Once a simulation is completed, it is important to be able to visualize the results and perform some qualitative or quantitative analysis.

There are two main ways to do this in QTCAD:

  • Using the analysis module of QTCAD.

  • Using ParaView.

In the first case (analysis), we produce plots, linecuts, slices, and other visualization tools directly within a QTCAD script.

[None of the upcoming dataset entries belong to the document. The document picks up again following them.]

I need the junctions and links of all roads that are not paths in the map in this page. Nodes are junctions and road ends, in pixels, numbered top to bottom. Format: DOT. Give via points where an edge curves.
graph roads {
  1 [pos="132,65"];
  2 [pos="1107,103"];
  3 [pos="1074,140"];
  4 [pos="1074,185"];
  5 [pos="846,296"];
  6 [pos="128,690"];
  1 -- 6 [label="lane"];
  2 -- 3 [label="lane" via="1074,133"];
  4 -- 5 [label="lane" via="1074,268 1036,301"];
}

The analysis module leverages Matplotlib for 2D plotting, and PyVista for 3D plotting.

In the second case (ParaView), we save the results of a simulation in a .vtu file which may then be loaded into ParaView, an open-source, multi-platform 3D data analysis and visualization application.

ParaView is very powerful and much more complete than the analysis module; therefore, we recommend using it for any serious data analysis. However, for simple plots and sanity checks, it is often convenient to use the analysis module to produce plots without leaving the QTCAD API. This is done in most of the tutorials.

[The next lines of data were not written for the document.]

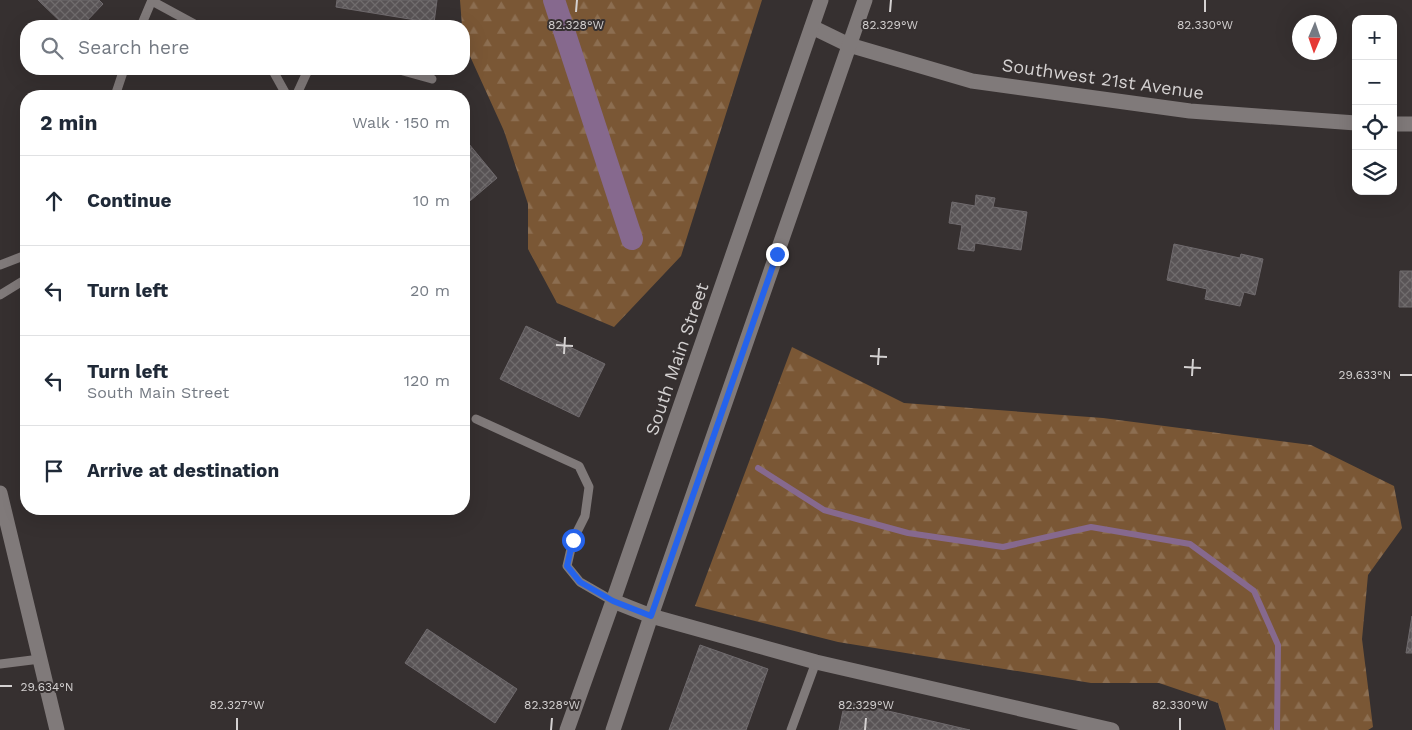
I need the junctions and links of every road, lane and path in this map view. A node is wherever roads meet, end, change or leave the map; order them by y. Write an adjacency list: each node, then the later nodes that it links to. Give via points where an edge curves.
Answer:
1 (821, 0): 6 (main road, South Main Street)
2 (865, 0): 7 (main road)
3 (152, 1): 4 (lane); 5 (lane)
4 (144, 20)
5 (187, 20)
6 (812, 27): 7 (main road, Southwest 21st Avenue); 25 (main road, South Main Street)
7 (849, 45): 16 (main road, Southwest 21st Avenue, via 972,81 1190,111); 26 (main road)
8 (122, 75): 13 (lane)
9 (275, 75): 14 (lane)
10 (306, 75): 15 (lane)
11 (418, 75): 12 (lane)
12 (432, 79)
13 (117, 90)
14 (284, 90)
15 (299, 90)
16 (1352, 124)
17 (1397, 124): 18 (main road)
18 (1412, 124)
19 (20, 258): 20 (lane)
20 (0, 265)
21 (20, 283): 22 (lane)
22 (0, 295)
23 (476, 418): 25 (lane, via 579,466 589,487 585,516 573,540 567,566 580,582)
24 (0, 494): 27 (main road)
25 (613, 601): 26 (main road); 31 (main road, South Main Street)
26 (651, 616): 28 (main road); 32 (main road)
27 (40, 659): 29 (lane); 30 (main road)
28 (816, 662): 33 (lane); 34 (main road)
29 (0, 664)
30 (57, 730)
31 (567, 730)
32 (613, 730)
33 (792, 730)
34 (1112, 730)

Here, we show quickly how to handle both approaches in example 1 (GAAFET). The same commands would equally work in example 2.

2.4.1. Postprocessing with the analysis module

We first import the analysis module with

from device import analysis

We then produce a plot of the electric potential on a linecut along the \(z\) axis (symmetry axis of the cylinder).

analysis.plot_linecut(mesh,d.phi,(0,0,0),(0,0,20e-9),
   title='Electric potential (V)')
GAAFET phi

Fig. 2.4.1 Potential along the symmetry axis of the GAAFET.

We may also produce a band diagram along the same linecut.

analysis.plot_bands(d, (0,0,0), (0,0,20e-9))
GAAFET bands

Fig. 2.4.2 Band diagram along the symmetry axis of the GAAFET.

Finally, it is also possible to visualize results in 3D by producing density plots along orthogonal slices of the device. Here, we show the resulting plot for the equilibrium hole density p.

analysis.plot_slices(mesh,d.p/1e6,title='p (cm^-3)')
GAAFET p

Fig. 2.4.3 Equilibrium hole density in the GAAFET

By default, orthogonal slices are situated in the middle of the simulation domain along each Cartesian direction. The location of the slices may however be controlled with the 'x', 'y', and 'z' keyword arguments of the plot_slices function. For more advanced data visualization, we recommend that the user tries ParaView.

2.4.2. Postprocessing with ParaView

For postprocessing with ParaView, it is first necessary to save the quantities to be visualized in .vtu format.

We first need to import the io module, which enables to save and load files.

from device import io

We then construct a dictionary that contains all the variables that we wish to visualize.

vars_dict = {"n": d.n/1e6, "p": d.p/1e6, "phi": d.phi,
   "EC": d.cond_band_edge()/ct.e, "EV": d.vlnce_band_edge()/ct.e}

The keys of the dictionary will correspond to the variable name once the output file is loaded into ParaView. In addition, here we divide densities by \(10^{6}\) to convert from SI base units into \(\textrm{cm}^{-3}\). We also divide the conduction and valence band edges by the fundamental electric charge to use eV units instead of Joules when plotting in ParaView.

The contents of the vars_dict dictionary, along with the mesh, may then be saved with

path_vtu = script_dir / "gaafet.vtu"
io.save(str(path_vtu), vars_dict, mesh)

It is important to use the .vtu extension in the path for the io module to recognize the format. Once the .vtu file is saved, it may be opened in ParaView to benefit from its advanced plotting capabilities. More information on ParaView may be found in Visualizing QTCAD quantities with ParaView, or directly on the ParaView website.

2.5. Code structure and workflow

To conclude, the following figure summarizes our workflow for QTCAD simulations.

Workflow

Fig. 2.5.1 Workflow for QTCAD simulations

The orange boxes represent features that are external to the Nanoacademic software, while the green boxes represent internal modules and classes. Together, these green boxes support the Python API for finite-element simulations.